— Your instructions —
Each entry is to be given again exactly; drop the images.

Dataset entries

★ ★ ★

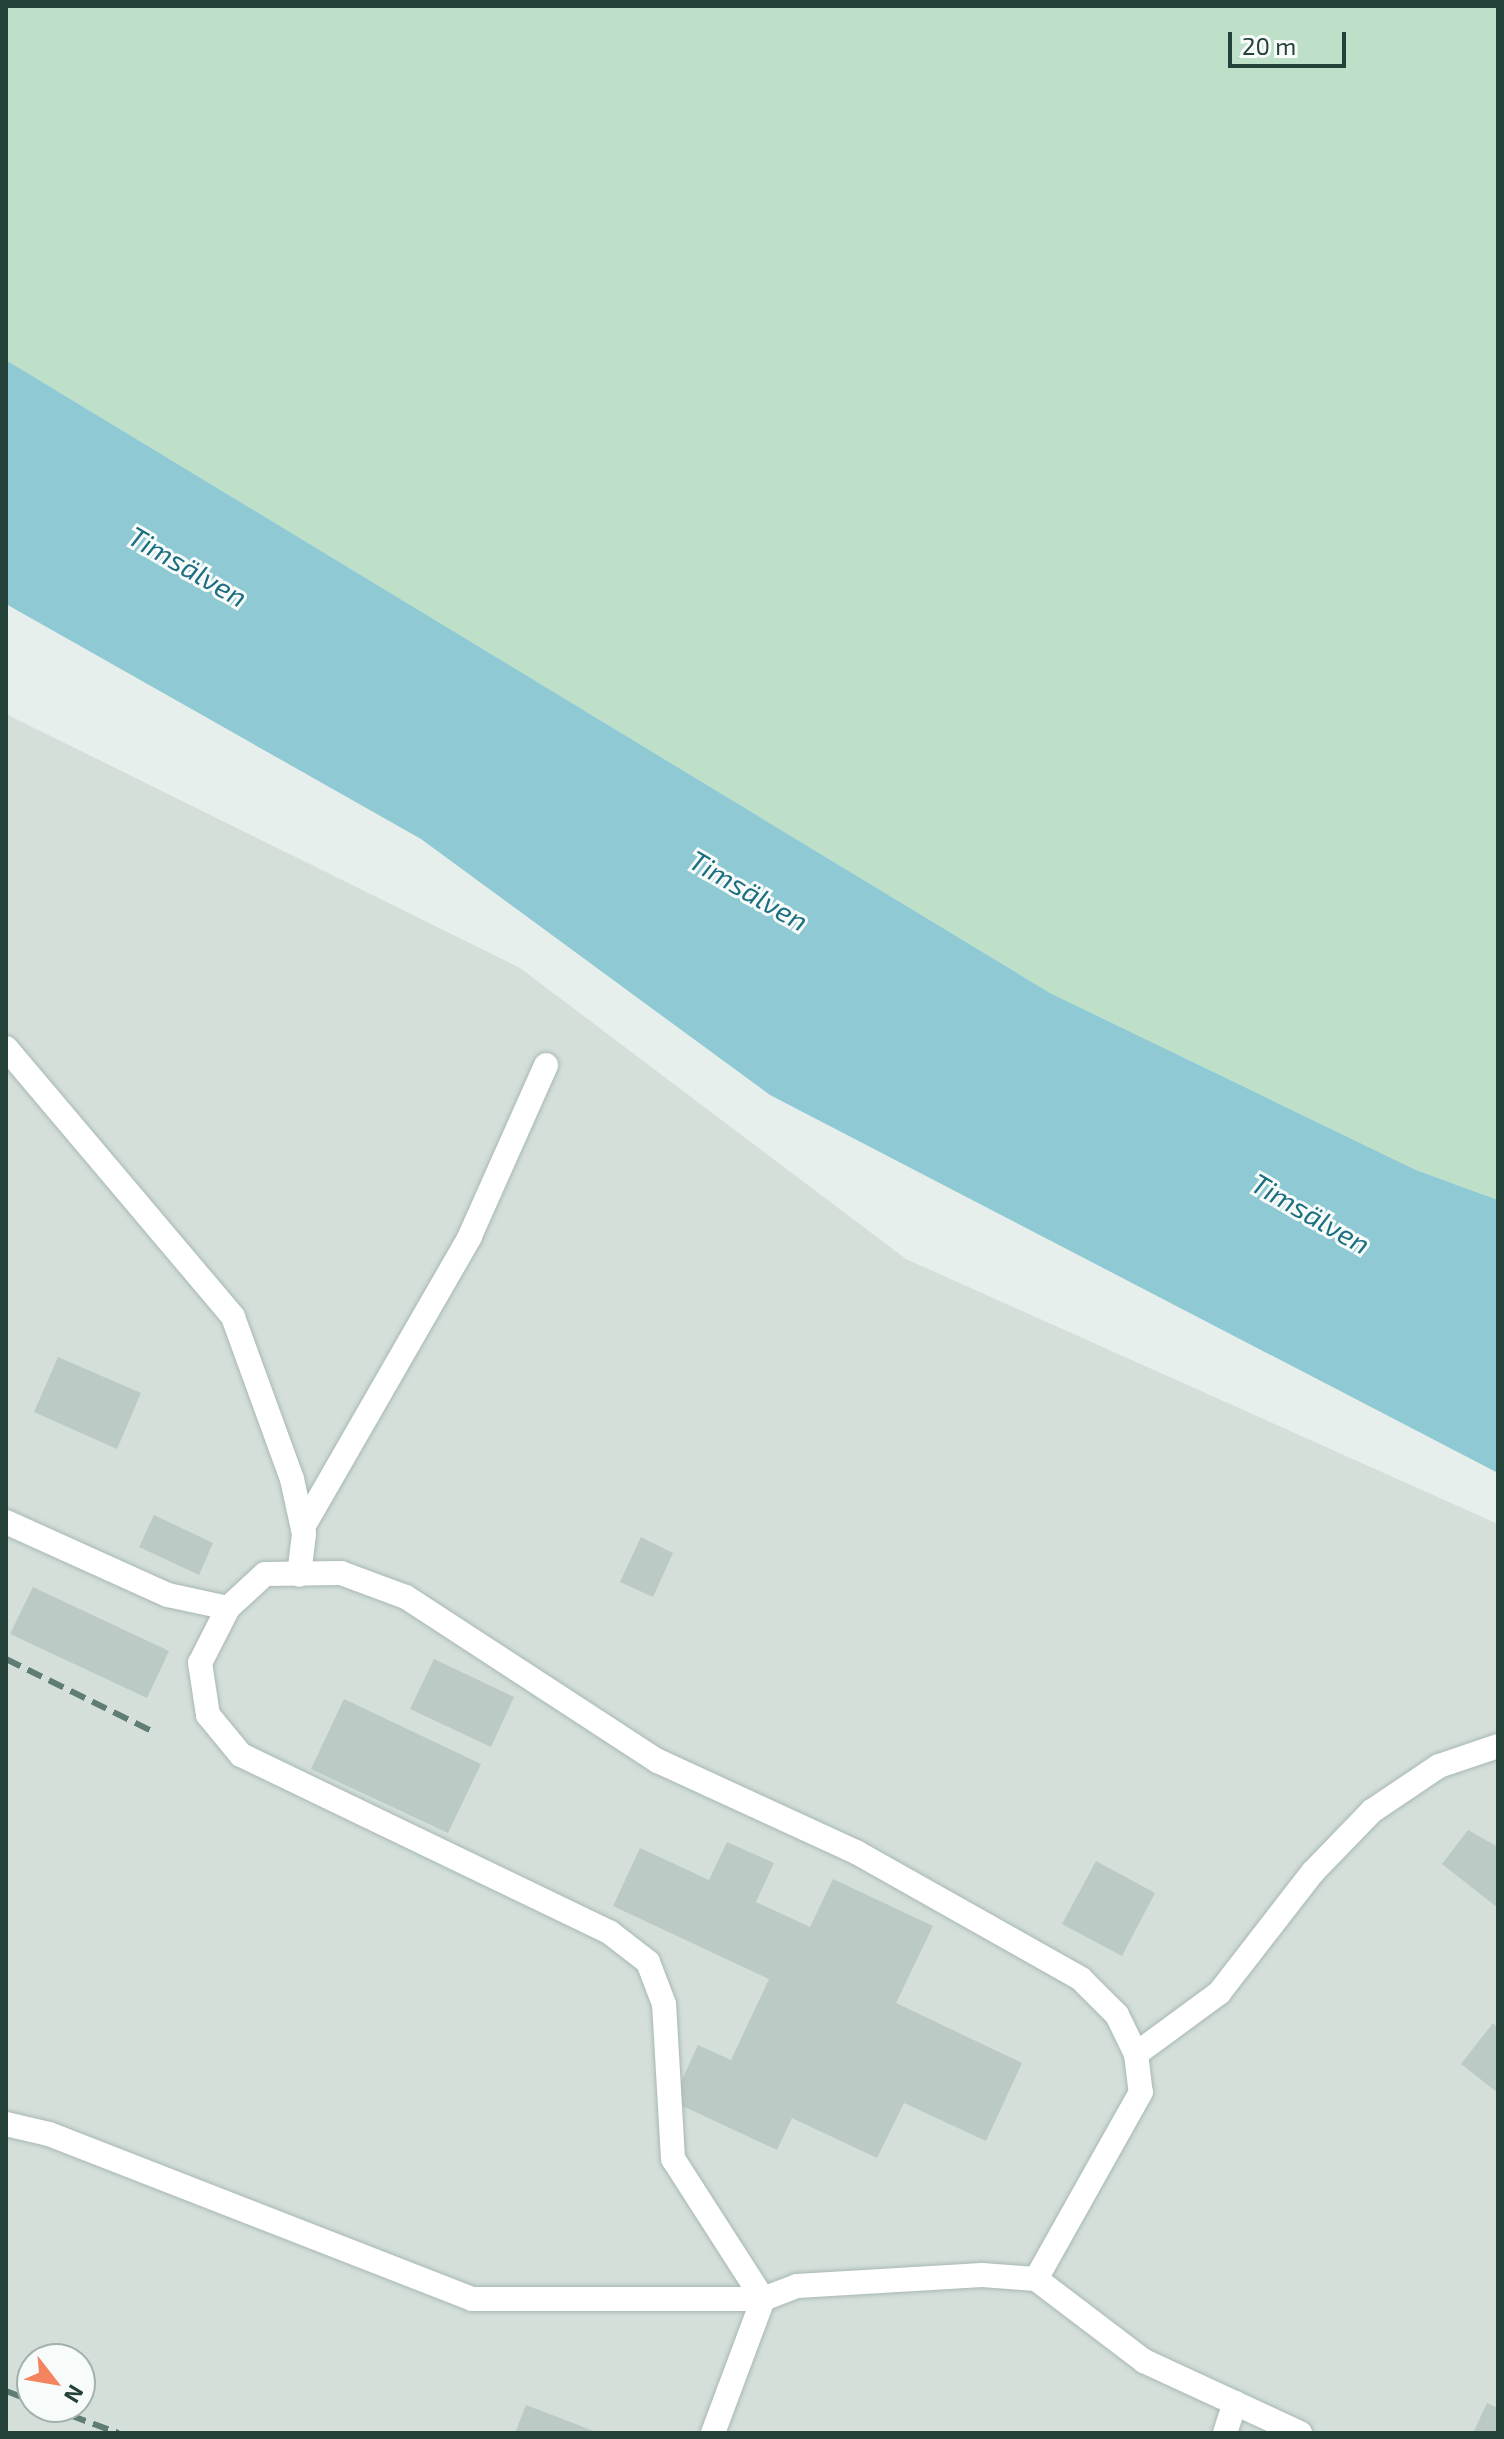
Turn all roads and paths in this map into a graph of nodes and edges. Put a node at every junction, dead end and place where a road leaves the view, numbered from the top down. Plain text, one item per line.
1 (6, 1048) edge
2 (546, 1065) dead end
3 (6, 1522) edge
4 (303, 1527) junction
5 (299, 1575) junction
6 (228, 1608) junction
7 (1498, 1746) edge
8 (1136, 2054) junction
9 (6, 2124) edge
10 (1036, 2279) junction
11 (763, 2299) junction
12 (1235, 2403) junction
13 (713, 2433) edge
14 (1225, 2433) edge
15 (1300, 2433) edge

1 - 4 lane
2 - 4 lane
3 - 6 lane
4 - 5 lane
5 - 6 lane
5 - 8 lane
6 - 11 lane
7 - 8 lane
8 - 10 lane
9 - 11 lane
10 - 11 lane
10 - 12 lane
11 - 13 lane
12 - 14 lane
12 - 15 lane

★ ★ ★

— Finished exercise —
Turn all roads and paths in this map into a graph of nodes and edges. Put a node at every junction, dead end and place where a road leaves the view, numbered from the top down. Plain text, one item per line.
1 (6, 1048) edge
2 (546, 1065) dead end
3 (6, 1522) edge
4 (303, 1527) junction
5 (299, 1575) junction
6 (228, 1608) junction
7 (1498, 1746) edge
8 (1136, 2054) junction
9 (6, 2124) edge
10 (1036, 2279) junction
11 (763, 2299) junction
12 (1235, 2403) junction
13 (713, 2433) edge
14 (1225, 2433) edge
15 (1300, 2433) edge

1 - 4 lane
2 - 4 lane
3 - 6 lane
4 - 5 lane
5 - 6 lane
5 - 8 lane
6 - 11 lane
7 - 8 lane
8 - 10 lane
9 - 11 lane
10 - 11 lane
10 - 12 lane
11 - 13 lane
12 - 14 lane
12 - 15 lane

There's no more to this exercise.